For \(\hat{k}_A^{(5)}(0)\) we have

$$\begin{aligned} \hat{k}_A^{(5)}(0)&=\frac{7\tilde{\gamma }}{k_BT}\mathbb {E}_{eq}(v^4) \mathbb {E}_{eq}U^{(4)}(x)-8\tilde{\gamma }k_BT\mathbb {E}_{eq}(U^{(4)} (x))-3\tilde{\gamma }\mathbb {E}_{eq}((U''(x))^2) \\&\quad -\,13\tilde{\gamma }\mathbb {E}_{eq}(U'(x)U'''(x)) +4\tilde{\gamma }^3\mathbb {E}_{eq}(U''(x))-\tilde{\gamma }^5. \end{aligned}$$

Thus these formulas require the fourth moment of v, \(\mathbb {E}_{eq}(U'U''')\), \(\mathbb {E}_{eq}(U^{(4)})\), \(\mathbb {E}_{eq}((U'')^2)\) and \(\mathbb {E}_{eq}(U'')\), in order to compute \(\hat{k}_A^{(4)}(0)\) and \(\hat{k}_A^{(5)}(0)\).

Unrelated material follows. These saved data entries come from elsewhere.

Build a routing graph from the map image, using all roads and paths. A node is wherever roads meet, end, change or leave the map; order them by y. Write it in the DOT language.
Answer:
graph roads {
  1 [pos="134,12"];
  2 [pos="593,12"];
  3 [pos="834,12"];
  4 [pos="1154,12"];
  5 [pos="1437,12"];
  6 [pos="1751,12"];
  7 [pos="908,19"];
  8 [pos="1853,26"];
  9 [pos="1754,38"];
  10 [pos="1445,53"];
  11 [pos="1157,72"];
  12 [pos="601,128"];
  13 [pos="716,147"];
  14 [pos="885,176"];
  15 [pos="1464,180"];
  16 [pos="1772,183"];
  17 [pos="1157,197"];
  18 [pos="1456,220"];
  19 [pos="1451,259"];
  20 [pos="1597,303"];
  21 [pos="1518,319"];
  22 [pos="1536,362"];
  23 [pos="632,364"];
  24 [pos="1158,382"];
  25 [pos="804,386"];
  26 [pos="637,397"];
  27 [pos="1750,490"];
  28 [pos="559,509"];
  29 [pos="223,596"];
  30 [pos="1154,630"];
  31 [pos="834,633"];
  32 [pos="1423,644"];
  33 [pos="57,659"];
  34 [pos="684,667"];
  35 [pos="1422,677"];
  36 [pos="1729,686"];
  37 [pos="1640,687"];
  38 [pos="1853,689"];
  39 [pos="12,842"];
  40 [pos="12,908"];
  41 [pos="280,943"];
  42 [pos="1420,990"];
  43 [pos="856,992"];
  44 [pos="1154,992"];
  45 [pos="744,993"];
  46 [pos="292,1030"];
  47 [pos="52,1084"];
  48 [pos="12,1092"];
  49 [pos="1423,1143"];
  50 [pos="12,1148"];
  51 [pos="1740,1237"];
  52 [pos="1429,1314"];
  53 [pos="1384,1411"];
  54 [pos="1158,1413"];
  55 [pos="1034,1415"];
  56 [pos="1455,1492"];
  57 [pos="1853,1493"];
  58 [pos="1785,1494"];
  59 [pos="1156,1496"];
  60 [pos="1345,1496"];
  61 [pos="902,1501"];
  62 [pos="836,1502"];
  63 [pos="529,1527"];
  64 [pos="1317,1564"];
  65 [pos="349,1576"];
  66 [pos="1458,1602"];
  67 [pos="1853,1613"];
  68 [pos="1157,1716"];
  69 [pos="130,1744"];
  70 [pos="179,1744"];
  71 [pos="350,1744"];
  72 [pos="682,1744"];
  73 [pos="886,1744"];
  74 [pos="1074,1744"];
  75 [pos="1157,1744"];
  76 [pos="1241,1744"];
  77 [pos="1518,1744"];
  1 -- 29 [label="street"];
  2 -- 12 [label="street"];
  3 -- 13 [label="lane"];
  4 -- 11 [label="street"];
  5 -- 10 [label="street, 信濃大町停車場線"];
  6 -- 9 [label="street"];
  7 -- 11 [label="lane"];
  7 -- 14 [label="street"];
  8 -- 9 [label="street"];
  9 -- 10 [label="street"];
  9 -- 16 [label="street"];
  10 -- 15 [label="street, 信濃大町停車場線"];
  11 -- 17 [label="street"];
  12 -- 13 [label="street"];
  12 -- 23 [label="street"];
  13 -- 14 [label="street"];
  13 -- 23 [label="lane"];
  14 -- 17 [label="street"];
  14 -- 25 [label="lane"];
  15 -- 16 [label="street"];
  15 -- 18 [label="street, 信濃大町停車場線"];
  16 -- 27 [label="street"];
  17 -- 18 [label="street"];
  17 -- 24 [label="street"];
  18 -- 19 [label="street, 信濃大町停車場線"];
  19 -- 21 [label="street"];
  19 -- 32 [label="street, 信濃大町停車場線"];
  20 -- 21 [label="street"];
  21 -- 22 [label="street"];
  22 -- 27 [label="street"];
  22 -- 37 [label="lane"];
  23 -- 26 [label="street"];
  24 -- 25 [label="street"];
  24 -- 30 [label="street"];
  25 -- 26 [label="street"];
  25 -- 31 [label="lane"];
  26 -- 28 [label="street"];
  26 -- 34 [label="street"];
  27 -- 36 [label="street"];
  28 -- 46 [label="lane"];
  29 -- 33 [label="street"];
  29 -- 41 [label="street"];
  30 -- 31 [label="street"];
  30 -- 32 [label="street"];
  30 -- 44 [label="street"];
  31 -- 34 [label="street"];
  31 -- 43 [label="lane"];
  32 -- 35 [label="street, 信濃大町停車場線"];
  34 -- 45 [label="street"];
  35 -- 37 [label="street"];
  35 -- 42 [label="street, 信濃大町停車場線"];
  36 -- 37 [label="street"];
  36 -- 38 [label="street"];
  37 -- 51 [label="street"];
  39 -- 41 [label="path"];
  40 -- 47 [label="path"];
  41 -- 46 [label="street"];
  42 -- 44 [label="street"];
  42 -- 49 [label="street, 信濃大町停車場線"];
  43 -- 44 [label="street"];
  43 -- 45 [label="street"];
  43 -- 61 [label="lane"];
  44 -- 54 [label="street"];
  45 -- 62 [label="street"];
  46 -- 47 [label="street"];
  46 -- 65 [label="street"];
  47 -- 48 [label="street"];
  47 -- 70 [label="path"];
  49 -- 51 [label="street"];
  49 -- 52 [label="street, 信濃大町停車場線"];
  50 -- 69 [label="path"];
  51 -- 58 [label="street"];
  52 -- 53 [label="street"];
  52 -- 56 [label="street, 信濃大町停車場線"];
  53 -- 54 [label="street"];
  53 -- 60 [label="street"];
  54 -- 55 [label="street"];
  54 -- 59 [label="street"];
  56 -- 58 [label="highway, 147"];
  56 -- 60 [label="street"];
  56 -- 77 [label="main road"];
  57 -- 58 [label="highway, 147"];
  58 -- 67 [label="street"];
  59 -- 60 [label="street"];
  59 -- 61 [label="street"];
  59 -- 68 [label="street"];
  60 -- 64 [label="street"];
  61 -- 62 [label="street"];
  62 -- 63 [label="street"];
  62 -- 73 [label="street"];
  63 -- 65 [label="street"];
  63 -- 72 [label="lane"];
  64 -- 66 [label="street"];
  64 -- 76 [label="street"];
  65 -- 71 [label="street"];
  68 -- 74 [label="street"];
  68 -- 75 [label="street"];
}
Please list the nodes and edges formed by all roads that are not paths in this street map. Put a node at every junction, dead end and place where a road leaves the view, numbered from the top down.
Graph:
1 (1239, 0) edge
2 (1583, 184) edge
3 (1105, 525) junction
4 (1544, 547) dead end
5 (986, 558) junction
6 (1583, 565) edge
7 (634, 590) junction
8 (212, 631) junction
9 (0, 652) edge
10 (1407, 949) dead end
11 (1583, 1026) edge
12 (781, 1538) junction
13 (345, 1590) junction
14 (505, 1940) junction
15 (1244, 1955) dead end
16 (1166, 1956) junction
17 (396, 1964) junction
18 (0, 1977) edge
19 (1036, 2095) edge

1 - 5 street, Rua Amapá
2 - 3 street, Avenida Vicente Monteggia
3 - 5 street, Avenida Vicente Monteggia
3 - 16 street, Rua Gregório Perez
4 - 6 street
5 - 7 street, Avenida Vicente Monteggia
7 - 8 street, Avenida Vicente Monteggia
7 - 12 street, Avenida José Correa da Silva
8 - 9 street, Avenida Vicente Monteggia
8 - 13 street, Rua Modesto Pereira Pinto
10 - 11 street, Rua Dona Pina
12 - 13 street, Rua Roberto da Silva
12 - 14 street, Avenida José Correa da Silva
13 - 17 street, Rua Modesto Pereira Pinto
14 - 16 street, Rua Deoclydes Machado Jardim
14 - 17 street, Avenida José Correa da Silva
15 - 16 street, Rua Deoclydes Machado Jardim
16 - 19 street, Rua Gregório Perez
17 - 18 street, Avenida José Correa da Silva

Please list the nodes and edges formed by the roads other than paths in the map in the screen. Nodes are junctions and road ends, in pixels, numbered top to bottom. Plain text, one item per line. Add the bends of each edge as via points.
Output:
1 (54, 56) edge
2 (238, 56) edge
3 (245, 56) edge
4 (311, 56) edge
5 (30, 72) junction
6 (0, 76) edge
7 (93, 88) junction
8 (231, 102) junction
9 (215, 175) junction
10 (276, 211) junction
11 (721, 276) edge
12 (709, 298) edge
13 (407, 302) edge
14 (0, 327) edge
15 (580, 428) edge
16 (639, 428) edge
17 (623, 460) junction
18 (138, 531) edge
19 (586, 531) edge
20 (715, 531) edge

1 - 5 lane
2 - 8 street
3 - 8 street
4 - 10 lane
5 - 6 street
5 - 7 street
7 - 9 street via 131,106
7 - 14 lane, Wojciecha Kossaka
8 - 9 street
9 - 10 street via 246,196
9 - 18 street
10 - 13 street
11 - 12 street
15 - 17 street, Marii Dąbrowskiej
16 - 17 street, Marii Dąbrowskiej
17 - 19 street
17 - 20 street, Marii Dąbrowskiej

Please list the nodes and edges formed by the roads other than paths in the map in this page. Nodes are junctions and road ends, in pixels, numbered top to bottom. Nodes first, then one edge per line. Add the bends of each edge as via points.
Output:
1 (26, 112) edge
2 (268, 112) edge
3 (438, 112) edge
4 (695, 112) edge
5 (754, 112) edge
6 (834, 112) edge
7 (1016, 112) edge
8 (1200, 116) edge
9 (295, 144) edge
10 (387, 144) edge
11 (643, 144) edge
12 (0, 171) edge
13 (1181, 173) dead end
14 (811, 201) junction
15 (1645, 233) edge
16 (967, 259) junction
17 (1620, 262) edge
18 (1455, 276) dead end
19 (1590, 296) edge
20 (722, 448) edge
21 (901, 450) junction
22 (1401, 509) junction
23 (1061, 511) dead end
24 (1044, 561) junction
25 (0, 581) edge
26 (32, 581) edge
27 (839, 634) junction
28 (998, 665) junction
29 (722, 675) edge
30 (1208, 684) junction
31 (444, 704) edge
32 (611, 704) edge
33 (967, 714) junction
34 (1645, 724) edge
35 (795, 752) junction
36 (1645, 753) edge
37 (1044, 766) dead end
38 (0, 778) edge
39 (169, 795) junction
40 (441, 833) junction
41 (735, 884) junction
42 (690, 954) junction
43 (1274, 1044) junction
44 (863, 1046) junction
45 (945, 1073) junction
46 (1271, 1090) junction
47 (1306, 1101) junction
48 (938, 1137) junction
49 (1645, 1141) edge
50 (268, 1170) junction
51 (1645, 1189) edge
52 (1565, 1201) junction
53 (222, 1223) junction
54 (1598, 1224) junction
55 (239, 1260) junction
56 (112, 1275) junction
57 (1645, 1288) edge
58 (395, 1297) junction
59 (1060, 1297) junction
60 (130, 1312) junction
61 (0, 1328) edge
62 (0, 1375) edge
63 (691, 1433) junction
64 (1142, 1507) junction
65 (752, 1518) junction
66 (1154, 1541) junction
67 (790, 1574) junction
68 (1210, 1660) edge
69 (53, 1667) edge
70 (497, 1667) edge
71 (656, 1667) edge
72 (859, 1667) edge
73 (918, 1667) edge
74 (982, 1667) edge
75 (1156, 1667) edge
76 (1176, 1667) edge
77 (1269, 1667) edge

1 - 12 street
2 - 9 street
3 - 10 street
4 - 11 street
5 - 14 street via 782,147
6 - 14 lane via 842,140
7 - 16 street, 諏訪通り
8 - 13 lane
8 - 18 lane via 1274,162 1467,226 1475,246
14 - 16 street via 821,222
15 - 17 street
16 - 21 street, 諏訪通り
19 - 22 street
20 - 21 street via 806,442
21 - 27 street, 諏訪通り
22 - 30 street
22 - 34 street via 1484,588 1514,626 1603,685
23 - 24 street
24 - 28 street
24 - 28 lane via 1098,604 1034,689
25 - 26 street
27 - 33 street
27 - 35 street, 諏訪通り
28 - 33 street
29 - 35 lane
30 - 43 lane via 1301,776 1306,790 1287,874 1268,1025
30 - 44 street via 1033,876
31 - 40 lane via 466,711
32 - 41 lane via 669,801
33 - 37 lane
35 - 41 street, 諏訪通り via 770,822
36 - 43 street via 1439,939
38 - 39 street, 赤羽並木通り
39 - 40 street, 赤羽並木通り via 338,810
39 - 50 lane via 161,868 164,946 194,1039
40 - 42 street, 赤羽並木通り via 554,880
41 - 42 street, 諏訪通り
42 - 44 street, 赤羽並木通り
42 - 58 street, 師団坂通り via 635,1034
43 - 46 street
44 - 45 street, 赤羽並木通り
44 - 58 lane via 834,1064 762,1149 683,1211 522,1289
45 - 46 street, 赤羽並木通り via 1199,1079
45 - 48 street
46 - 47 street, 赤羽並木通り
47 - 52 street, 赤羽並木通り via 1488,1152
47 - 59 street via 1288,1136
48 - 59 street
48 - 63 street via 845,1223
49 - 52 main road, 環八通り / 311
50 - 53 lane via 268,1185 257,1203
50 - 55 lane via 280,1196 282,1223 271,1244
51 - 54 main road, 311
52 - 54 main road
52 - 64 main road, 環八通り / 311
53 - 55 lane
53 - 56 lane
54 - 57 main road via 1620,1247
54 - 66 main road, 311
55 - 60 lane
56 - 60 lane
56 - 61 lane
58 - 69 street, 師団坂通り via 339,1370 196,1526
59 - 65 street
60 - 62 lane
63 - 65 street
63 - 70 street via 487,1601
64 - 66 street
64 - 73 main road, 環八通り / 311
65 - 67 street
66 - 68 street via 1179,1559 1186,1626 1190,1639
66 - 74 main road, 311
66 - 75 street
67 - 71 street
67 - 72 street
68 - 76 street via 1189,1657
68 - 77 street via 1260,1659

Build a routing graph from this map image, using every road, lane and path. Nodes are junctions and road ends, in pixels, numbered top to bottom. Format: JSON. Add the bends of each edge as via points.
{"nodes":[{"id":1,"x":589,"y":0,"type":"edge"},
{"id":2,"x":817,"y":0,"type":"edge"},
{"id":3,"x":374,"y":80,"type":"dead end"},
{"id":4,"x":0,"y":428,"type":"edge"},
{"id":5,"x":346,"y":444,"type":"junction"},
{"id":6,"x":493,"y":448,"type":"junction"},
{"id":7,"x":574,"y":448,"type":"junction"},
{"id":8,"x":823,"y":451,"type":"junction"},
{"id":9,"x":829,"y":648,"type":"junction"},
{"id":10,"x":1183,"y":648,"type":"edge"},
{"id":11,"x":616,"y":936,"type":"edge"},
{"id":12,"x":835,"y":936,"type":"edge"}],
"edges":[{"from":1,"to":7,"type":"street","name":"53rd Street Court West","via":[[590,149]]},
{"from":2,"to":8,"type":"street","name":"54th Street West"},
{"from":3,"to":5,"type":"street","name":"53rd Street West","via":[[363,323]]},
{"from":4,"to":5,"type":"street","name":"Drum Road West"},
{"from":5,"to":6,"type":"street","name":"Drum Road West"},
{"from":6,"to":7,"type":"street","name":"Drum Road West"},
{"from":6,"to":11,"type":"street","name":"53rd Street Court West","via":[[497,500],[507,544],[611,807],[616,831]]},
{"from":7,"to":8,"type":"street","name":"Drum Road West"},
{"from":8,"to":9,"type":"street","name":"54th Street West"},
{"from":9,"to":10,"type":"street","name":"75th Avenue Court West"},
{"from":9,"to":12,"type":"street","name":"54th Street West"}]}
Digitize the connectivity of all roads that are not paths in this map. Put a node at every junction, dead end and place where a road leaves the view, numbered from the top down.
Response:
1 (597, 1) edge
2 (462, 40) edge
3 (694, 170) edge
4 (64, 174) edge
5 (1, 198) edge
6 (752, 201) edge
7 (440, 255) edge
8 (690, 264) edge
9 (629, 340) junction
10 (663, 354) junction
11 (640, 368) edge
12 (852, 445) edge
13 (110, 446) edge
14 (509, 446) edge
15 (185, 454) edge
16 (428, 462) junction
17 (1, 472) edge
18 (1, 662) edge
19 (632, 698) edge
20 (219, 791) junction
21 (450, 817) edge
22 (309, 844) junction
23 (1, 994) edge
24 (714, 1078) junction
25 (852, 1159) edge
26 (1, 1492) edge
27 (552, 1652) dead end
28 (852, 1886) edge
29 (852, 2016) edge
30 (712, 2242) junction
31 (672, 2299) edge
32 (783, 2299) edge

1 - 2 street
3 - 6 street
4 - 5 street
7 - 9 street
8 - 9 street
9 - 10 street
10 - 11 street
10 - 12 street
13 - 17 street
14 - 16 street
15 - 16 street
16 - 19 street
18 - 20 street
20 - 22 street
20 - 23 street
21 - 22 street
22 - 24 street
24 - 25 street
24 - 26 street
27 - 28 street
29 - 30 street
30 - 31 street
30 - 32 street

Notice \(v\sim \mathcal {N}(0,k_{B}T)\), thus \(\mathbb {E}_{eq}(v^4)=3(k_B T)^2\). Therefore, we can rewrite the two formula into

$$\begin{aligned} \hat{k}^{(4)}_A(0)&=-3k_BT\mathbb {E}_{eq}U^{(4)}(x)+\mathbb {E}_{eq} ((U''(x))^2)+3\mathbb {E}_{eq}(U'(x)U'''(x))\\&\quad -\,3\tilde{\gamma }^2\mathbb {E}_{eq}(U''(x))+\tilde{\gamma }^4, \\ \hat{k}_A^{(5)}(0)&=13\tilde{\gamma }k_BT\mathbb {E}_{eq}(U^{(4)}(x)) -3\tilde{\gamma }\mathbb {E}_{eq}((U''(x))^2)-13\tilde{\gamma } \mathbb {E}_{eq}(U'(x)U'''(x))\\&\quad +\,4\tilde{\gamma }^3\mathbb {E}_{eq}(U''(x)) -\tilde{\gamma }^5. \end{aligned}$$

These are the formulas implemented in producing the results in Fig. 2.